The denominator x²-3x-3 can be factored as (x-3)(x+1).
Now, we can write the fraction as:
4(x-4)/((x-3)(x+1))
To resolve this into partial fractions, we need to find the constants A and B such that:
4(x-4)/((x-3)(x+1)) = A/(x-3) + B/(x+1)
To find A and B, we can multiply both sides of the equation by (x-3)(x+1):
4(x-4) = A(x+1) + B(x-3)
Expanding both sides:
4x - 16 = Ax + A + Bx - 3B
Now, we can equate the coefficients of x on both sides:
4 = A + B
And the constant terms on both sides:
-16 = A - 3B
Solving these two equations simultaneously, we find:
A = -4
B = 8
Therefore, the partial fraction decomposition of 4(x-4)/(x²-3x-3) is:
4(x-4)/((x-3)(x+1)) = -4/(x-3) + 8/(x+1)
(b) To resolve the fraction (x²+9x+8)/(x²+x-6) into partial fractions, we need to factor the denominator first.
The denominator x²+x-6 can be factored as (x-2)(x+3).
Now, we can write the fraction as:
(x²+9x+8)/((x-2)(x+3))
To resolve this into partial fractions, we need to find the constants A and B such that:
(x²+9x+8)/((x-2)(x+3)) = A/(x-2) + B/(x+3)

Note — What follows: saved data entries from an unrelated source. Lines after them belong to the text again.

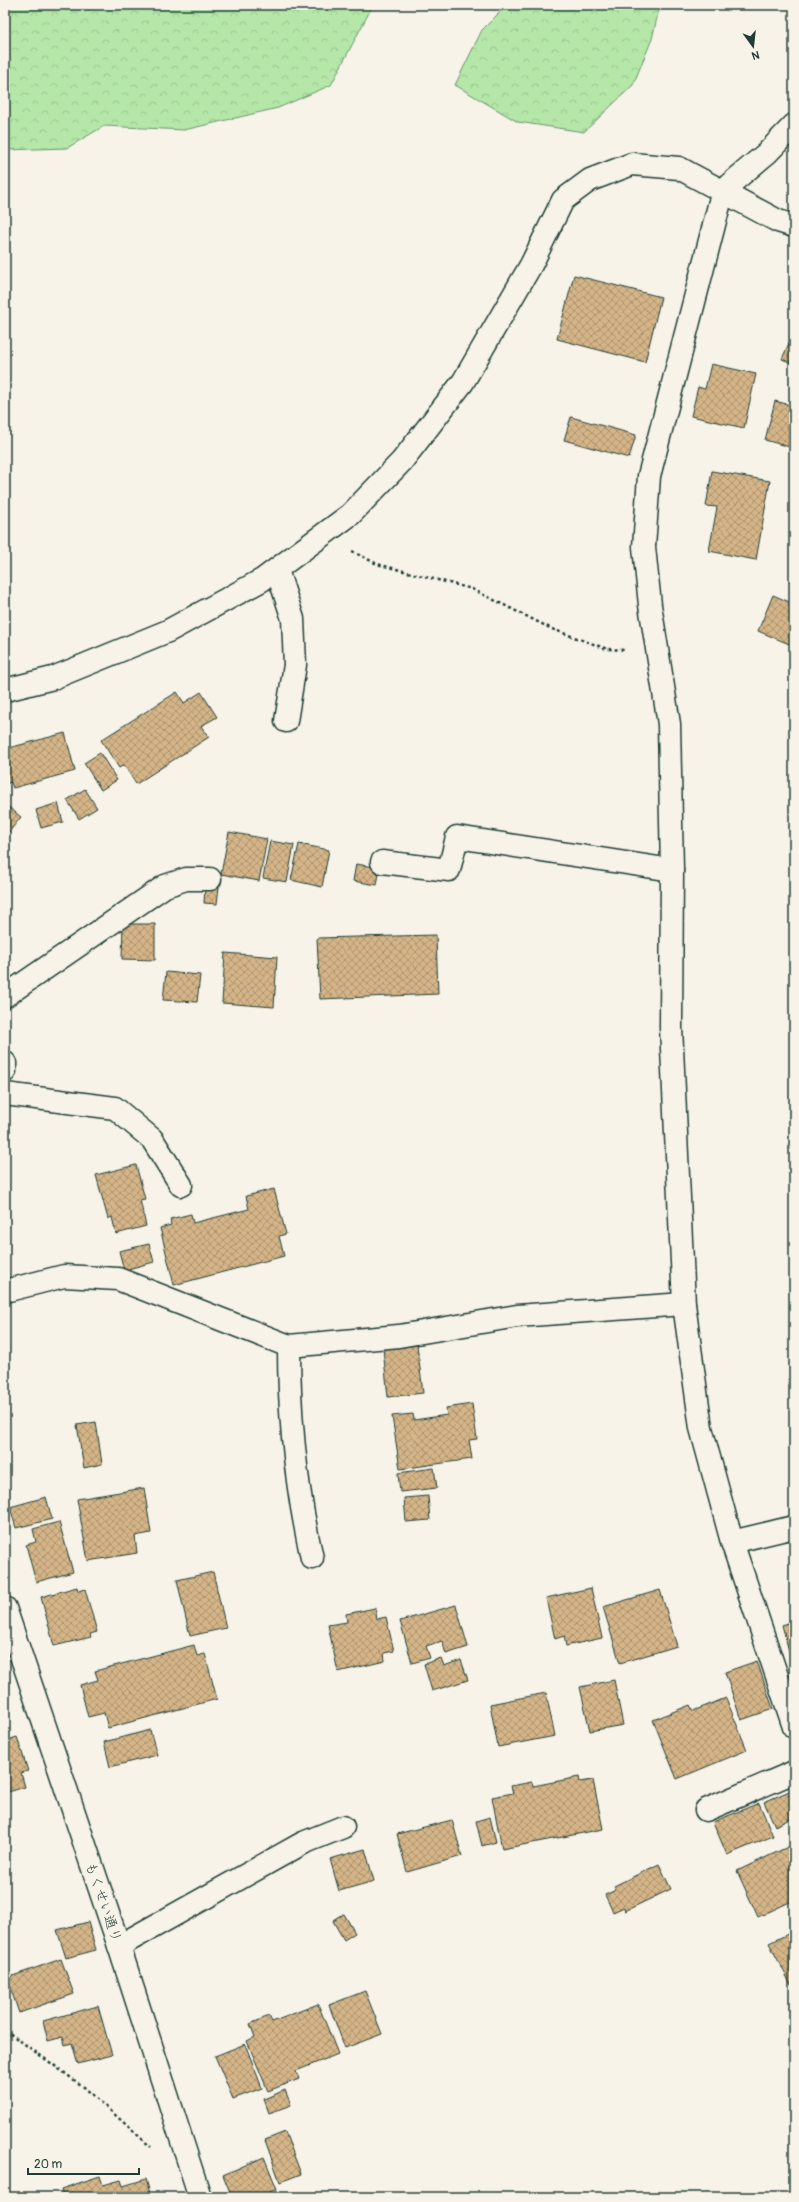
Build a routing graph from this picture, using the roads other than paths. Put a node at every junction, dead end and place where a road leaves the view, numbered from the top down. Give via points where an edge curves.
1 (794, 125) edge
2 (723, 190) junction
3 (794, 226) edge
4 (277, 570) junction
5 (5, 690) edge
6 (286, 721) dead end
7 (382, 862) dead end
8 (672, 870) junction
9 (210, 879) dead end
10 (5, 996) edge
11 (5, 1063) edge
12 (5, 1071) edge
13 (5, 1094) edge
14 (181, 1185) dead end
15 (5, 1291) edge
16 (684, 1304) junction
17 (289, 1346) junction
18 (794, 1527) edge
19 (732, 1542) junction
20 (312, 1558) dead end
21 (5, 1608) edge
22 (794, 1727) edge
23 (794, 1772) edge
24 (706, 1810) dead end
25 (343, 1827) dead end
26 (119, 1946) junction
27 (200, 2197) edge

1 - 2 street via 767,153
2 - 3 street via 778,221
2 - 4 street via 679,168 632,164 590,180 563,200 530,265 463,382 402,461 351,514
2 - 8 street via 649,476 644,547 669,724
4 - 5 street via 168,631 53,678
4 - 6 street via 293,620 295,665
7 - 8 street via 449,870 457,837
8 - 16 street via 670,1027
9 - 10 street via 186,879 165,886
11 - 12 street
13 - 14 street via 115,1108 152,1139
15 - 17 street via 64,1276 118,1280
16 - 17 street via 517,1316 398,1336
16 - 19 street via 701,1428
17 - 20 street via 289,1403 301,1510
18 - 19 street
19 - 22 street
21 - 26 street, もくせい通り
23 - 24 street
25 - 26 street via 303,1843
26 - 27 street, もくせい通り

To find A and B, we can multiply both sides of the equation by (x-2)(x+3):
(x²+9x+8) = A(x+3) + B(x-2)
Expanding both sides:
x² + 9x + 8 = Ax + 3A + Bx - 2B
Now, we can equate the coefficients of x on both sides:
1 = A + B
And the constant terms on both sides:
8 = 3A - 2B
Solving these two equations simultaneously, we find:
A = 5
B = -4
Therefore, the partial fraction decomposition of (x²+9x+8)/(x²+x-6) is:
(x²+9x+8)/((x-2)(x+3)) = 5/(x-2) - 4/(x+3)

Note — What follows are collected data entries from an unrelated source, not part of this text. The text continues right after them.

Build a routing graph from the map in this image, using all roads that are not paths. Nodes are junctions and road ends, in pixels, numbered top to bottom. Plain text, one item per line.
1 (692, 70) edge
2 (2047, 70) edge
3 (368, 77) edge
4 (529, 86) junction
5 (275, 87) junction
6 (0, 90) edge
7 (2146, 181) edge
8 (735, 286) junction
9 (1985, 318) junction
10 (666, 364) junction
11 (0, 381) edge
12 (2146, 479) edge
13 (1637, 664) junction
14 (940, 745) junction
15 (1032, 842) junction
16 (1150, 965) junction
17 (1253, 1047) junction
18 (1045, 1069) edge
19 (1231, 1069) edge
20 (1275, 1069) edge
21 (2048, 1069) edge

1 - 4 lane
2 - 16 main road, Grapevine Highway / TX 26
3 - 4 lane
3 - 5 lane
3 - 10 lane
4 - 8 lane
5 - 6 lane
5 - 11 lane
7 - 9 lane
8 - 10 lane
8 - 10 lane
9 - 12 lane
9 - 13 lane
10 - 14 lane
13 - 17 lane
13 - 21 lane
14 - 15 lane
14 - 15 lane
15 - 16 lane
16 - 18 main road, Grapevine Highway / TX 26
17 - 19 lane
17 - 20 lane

(c) To resolve the fraction (5x²-2x-19)/((x-1)²(x+3)) into partial fractions, we need to factor the denominator first.
The denominator (x-1)²(x+3) is already factored.

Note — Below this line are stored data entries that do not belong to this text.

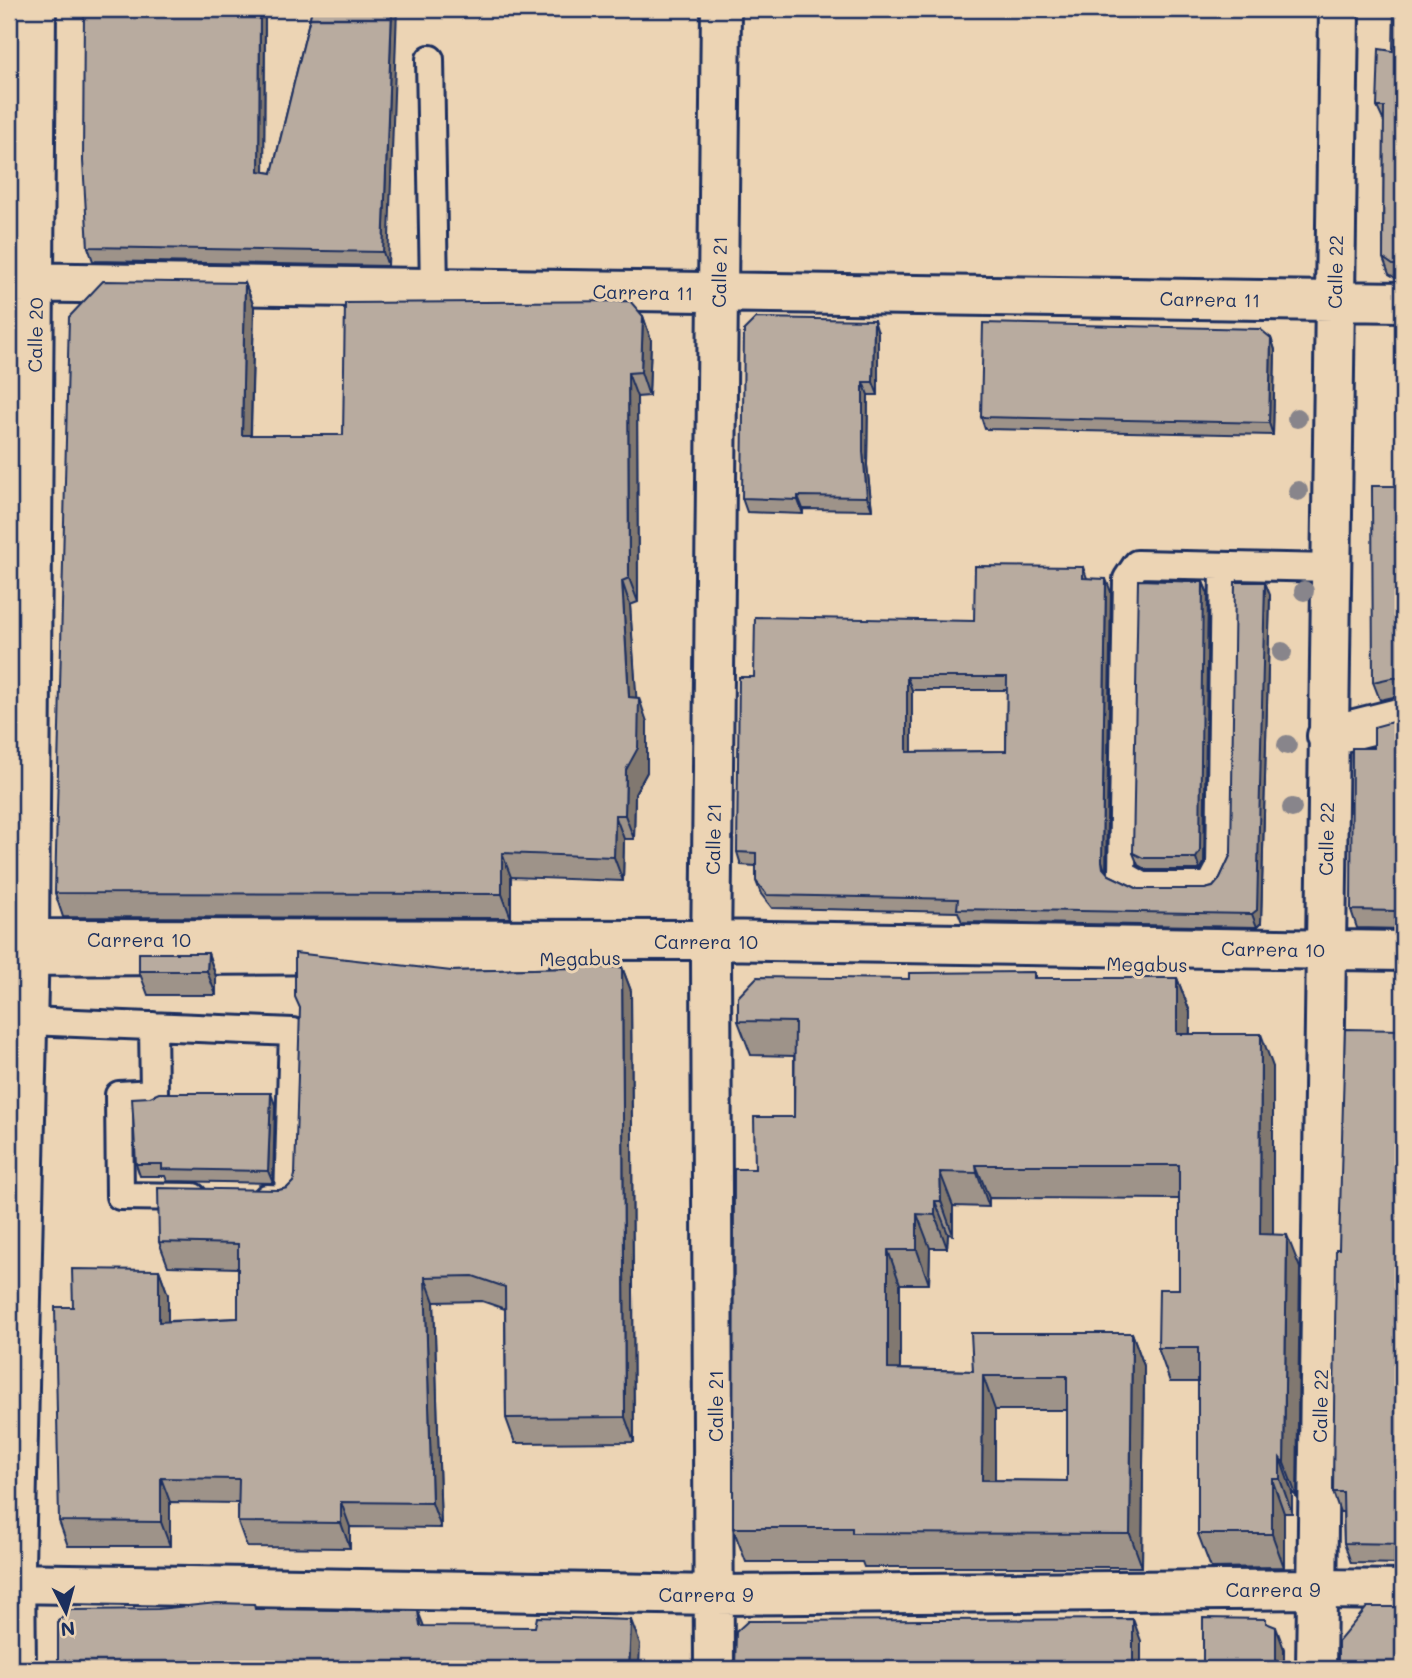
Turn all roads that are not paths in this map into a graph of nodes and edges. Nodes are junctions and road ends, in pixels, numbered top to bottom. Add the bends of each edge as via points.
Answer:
1 (36, 9) edge
2 (721, 9) edge
3 (1339, 9) edge
4 (430, 59) dead end
5 (22, 282) edge
6 (434, 289) junction
7 (718, 293) junction
8 (1335, 301) junction
9 (1403, 302) edge
10 (1224, 566) junction
11 (1332, 568) junction
12 (1403, 717) edge
13 (1328, 736) junction
14 (712, 948) junction
15 (19, 950) edge
16 (1403, 951) edge
17 (1325, 959) junction
18 (1403, 970) edge
19 (28, 1021) junction
20 (153, 1026) junction
21 (12, 1583) edge
22 (1318, 1589) junction
23 (1403, 1590) edge
24 (716, 1595) junction
25 (16, 1669) edge
26 (715, 1669) edge
27 (1316, 1669) edge

1 - 5 street, Calle 20
2 - 7 street, Calle 21
3 - 8 street, Calle 22
4 - 6 lane
5 - 6 street, Carrera 11
5 - 15 street, Calle 20
6 - 7 street, Carrera 11
7 - 8 street, Carrera 11
7 - 14 street, Calle 21
8 - 9 street, Carrera 11
8 - 11 street, Calle 22
10 - 10 lane via 1138,564 1127,579 1122,874 1143,886 1210,886 1220,867
10 - 11 lane
11 - 13 street, Calle 22
12 - 13 street
13 - 17 street, Calle 22
14 - 15 street, Carrera 10
14 - 17 street, Carrera 10
14 - 24 street, Calle 21
15 - 19 street, Calle 20
16 - 17 street, Carrera 10
17 - 18 lane
17 - 22 street, Calle 22
19 - 20 lane
19 - 21 street, Calle 20
20 - 20 lane via 292,1032 288,1199 120,1196 118,1094 154,1093
21 - 24 street, Carrera 9
21 - 25 street, Calle 20
22 - 23 street, Carrera 9
22 - 24 street, Carrera 9
22 - 27 street, Calle 22
24 - 26 street, Calle 21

Now, we can write the fraction as:
(5x²-2x-19)/((x-1)²(x+3))
To resolve this into partial fractions, we need to find the constants A, B, and C such that:
(5x²-2x-19)/((x-1)²(x+3)) = A/(x-1) + B/(x-1)² + C/(x+3)
To find A, B, and C, we can multiply both sides of the equation by (x-1)²(x+3):
(5x²-2x-19) = A(x-1)(x+3) + B(x+3) + C(x-1)²
Expanding both sides:
5x² - 2x - 19 = A(x²+2x-3) + B(x+3) + C(x²-2x+1)
Now, we can equate the coefficients of x² on both sides:
5 = A + C
And the coefficients of x on both sides:
-2 = 2A - 2C + B
And the constant terms on both sides:
-19 = -3A + B + C
Solving these three equations simultaneously, we find:
A = 2
B = -1
C = 3
Therefore, the partial fraction decomposition of (5x²-2x-19)/((x-1)²(x+3)) is:
(5x²-2x-19)/((x-1)²(x+3)) = 2/(x-1) + (-1)/(x-1)² + 3/(x
The denominator x²-3x-3 can be factored as (x-3)(x+1).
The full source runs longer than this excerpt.